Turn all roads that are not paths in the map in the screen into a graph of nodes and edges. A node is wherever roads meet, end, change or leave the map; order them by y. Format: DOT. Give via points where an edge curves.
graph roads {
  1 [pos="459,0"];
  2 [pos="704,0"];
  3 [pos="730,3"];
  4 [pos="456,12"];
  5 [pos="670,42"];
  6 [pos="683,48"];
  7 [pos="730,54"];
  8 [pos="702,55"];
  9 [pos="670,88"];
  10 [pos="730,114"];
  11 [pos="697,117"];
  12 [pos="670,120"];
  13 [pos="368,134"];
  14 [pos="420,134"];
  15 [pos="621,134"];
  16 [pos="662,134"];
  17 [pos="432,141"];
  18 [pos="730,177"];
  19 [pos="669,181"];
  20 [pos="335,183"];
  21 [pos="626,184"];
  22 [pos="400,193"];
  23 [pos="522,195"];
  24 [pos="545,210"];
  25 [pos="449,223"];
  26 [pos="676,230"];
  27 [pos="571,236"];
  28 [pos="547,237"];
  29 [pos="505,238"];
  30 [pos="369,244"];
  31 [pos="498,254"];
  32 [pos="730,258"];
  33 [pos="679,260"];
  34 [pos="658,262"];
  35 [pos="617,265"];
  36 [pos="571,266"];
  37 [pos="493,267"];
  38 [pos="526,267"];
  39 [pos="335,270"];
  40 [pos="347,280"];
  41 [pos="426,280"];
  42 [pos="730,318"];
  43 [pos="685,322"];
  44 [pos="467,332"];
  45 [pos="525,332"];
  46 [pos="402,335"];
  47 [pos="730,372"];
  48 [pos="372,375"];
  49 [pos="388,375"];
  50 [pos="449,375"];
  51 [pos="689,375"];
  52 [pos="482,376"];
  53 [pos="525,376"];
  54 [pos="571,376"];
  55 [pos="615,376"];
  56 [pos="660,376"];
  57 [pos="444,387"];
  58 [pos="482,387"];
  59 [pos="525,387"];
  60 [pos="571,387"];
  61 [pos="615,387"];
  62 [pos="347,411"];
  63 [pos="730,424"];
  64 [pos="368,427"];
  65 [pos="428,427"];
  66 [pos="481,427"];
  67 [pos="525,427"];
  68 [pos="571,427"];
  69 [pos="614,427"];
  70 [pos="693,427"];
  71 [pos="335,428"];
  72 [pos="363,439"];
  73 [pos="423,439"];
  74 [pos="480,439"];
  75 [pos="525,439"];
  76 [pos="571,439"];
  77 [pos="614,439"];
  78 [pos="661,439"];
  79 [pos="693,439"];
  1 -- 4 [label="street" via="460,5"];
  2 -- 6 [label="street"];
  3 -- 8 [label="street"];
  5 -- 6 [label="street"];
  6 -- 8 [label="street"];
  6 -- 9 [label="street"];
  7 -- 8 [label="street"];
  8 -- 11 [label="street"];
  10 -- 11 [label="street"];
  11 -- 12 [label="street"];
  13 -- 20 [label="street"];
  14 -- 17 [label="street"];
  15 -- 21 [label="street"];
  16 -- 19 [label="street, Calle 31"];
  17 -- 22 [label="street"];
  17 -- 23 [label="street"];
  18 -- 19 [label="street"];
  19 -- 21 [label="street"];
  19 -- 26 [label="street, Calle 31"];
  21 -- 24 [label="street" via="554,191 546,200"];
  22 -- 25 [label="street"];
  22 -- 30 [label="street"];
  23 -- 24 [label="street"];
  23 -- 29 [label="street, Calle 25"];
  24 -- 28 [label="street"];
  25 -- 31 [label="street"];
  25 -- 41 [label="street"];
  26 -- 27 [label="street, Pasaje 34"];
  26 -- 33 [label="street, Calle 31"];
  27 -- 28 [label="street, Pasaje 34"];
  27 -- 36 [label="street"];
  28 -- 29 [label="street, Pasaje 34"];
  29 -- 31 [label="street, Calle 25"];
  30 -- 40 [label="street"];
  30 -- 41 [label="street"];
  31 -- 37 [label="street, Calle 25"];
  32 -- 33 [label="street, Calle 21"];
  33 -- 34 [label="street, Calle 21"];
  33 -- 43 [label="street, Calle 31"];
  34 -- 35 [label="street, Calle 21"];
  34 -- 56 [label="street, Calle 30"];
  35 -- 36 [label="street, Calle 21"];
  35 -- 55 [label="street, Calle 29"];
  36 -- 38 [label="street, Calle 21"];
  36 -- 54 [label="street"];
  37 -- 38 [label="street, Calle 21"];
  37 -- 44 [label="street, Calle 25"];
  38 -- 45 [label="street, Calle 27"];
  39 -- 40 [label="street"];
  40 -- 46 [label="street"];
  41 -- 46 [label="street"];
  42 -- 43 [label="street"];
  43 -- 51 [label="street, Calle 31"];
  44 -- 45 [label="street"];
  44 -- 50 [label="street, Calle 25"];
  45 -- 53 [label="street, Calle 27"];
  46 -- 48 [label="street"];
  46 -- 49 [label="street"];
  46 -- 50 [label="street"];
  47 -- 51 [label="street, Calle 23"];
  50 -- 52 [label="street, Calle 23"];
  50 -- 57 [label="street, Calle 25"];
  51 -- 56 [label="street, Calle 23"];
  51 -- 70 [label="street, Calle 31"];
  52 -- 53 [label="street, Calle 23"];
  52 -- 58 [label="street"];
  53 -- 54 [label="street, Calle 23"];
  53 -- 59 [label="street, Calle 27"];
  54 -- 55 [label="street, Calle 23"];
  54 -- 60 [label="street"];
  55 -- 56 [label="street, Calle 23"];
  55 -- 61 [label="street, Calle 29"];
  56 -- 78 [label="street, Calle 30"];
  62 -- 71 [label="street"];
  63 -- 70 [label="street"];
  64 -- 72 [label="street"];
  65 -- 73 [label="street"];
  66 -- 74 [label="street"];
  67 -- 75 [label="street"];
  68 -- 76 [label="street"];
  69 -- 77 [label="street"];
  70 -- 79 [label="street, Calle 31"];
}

★ ★ ★

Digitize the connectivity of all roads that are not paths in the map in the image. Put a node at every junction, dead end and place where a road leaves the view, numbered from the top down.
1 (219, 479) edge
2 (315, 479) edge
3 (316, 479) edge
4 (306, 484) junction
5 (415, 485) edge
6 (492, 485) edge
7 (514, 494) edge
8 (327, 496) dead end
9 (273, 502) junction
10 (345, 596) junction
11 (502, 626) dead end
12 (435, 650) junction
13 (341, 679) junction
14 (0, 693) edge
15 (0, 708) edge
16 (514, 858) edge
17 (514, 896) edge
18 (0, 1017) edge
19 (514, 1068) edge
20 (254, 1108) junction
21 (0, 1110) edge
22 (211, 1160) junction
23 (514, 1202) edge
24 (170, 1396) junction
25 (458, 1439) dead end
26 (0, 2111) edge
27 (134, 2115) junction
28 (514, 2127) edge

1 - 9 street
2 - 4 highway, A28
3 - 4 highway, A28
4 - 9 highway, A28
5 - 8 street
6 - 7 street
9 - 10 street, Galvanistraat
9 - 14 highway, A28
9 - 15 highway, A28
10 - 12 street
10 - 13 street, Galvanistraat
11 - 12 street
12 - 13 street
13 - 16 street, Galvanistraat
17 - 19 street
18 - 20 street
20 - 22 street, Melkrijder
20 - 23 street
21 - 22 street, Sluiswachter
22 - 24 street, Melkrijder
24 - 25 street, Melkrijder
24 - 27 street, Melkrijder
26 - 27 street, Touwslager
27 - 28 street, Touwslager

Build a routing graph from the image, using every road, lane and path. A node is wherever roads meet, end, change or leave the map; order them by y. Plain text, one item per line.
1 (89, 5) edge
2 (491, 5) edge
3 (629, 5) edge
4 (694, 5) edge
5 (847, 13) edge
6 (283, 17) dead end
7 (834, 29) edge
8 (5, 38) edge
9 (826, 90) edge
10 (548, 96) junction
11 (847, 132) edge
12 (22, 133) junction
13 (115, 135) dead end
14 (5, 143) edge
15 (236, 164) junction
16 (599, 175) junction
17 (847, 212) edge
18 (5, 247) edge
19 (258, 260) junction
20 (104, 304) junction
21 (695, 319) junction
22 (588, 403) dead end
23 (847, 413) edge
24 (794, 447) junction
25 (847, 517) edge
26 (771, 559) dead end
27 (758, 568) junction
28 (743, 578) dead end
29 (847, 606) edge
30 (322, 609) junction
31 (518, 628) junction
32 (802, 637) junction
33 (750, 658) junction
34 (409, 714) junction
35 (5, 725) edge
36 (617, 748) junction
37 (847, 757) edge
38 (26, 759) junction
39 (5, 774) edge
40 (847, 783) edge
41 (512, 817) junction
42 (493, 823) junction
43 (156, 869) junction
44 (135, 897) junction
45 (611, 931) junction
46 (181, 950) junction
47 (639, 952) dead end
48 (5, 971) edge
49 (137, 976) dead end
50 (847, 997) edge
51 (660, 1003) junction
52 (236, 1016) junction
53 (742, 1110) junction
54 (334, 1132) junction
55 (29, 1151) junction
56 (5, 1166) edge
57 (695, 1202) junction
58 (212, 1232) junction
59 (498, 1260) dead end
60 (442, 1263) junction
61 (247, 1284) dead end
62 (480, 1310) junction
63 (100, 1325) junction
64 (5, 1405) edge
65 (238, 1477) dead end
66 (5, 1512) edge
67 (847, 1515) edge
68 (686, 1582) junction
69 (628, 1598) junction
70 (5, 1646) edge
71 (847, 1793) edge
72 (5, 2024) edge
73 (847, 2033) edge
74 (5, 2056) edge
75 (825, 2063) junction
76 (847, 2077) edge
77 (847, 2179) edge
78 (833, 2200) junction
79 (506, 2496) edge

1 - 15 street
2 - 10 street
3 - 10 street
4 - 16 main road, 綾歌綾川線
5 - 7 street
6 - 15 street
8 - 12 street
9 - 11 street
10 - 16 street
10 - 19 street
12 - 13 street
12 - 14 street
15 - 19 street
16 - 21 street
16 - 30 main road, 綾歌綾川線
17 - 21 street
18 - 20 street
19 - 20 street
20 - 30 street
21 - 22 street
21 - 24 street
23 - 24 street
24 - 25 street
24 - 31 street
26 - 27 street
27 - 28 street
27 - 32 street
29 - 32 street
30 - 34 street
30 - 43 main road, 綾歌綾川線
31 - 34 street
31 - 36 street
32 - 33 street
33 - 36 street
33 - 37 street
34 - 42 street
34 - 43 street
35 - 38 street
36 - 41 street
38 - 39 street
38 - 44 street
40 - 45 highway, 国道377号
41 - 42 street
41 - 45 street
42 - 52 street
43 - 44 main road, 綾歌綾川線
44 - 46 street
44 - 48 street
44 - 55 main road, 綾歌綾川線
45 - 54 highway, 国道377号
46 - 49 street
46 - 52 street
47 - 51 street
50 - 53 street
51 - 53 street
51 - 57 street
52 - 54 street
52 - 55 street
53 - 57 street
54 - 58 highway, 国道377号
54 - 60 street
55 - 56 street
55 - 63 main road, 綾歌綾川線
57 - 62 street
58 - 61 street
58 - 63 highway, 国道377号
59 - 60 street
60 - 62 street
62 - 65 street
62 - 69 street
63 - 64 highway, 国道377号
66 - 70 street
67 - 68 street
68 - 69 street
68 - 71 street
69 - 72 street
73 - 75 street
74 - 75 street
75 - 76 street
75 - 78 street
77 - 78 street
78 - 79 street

★ ★ ★

- Problem: What lines in the listing contain "main"? Copy them all.

- Output of the exercise:
4 - 16 main road, 綾歌綾川線
16 - 30 main road, 綾歌綾川線
30 - 43 main road, 綾歌綾川線
43 - 44 main road, 綾歌綾川線
44 - 55 main road, 綾歌綾川線
55 - 63 main road, 綾歌綾川線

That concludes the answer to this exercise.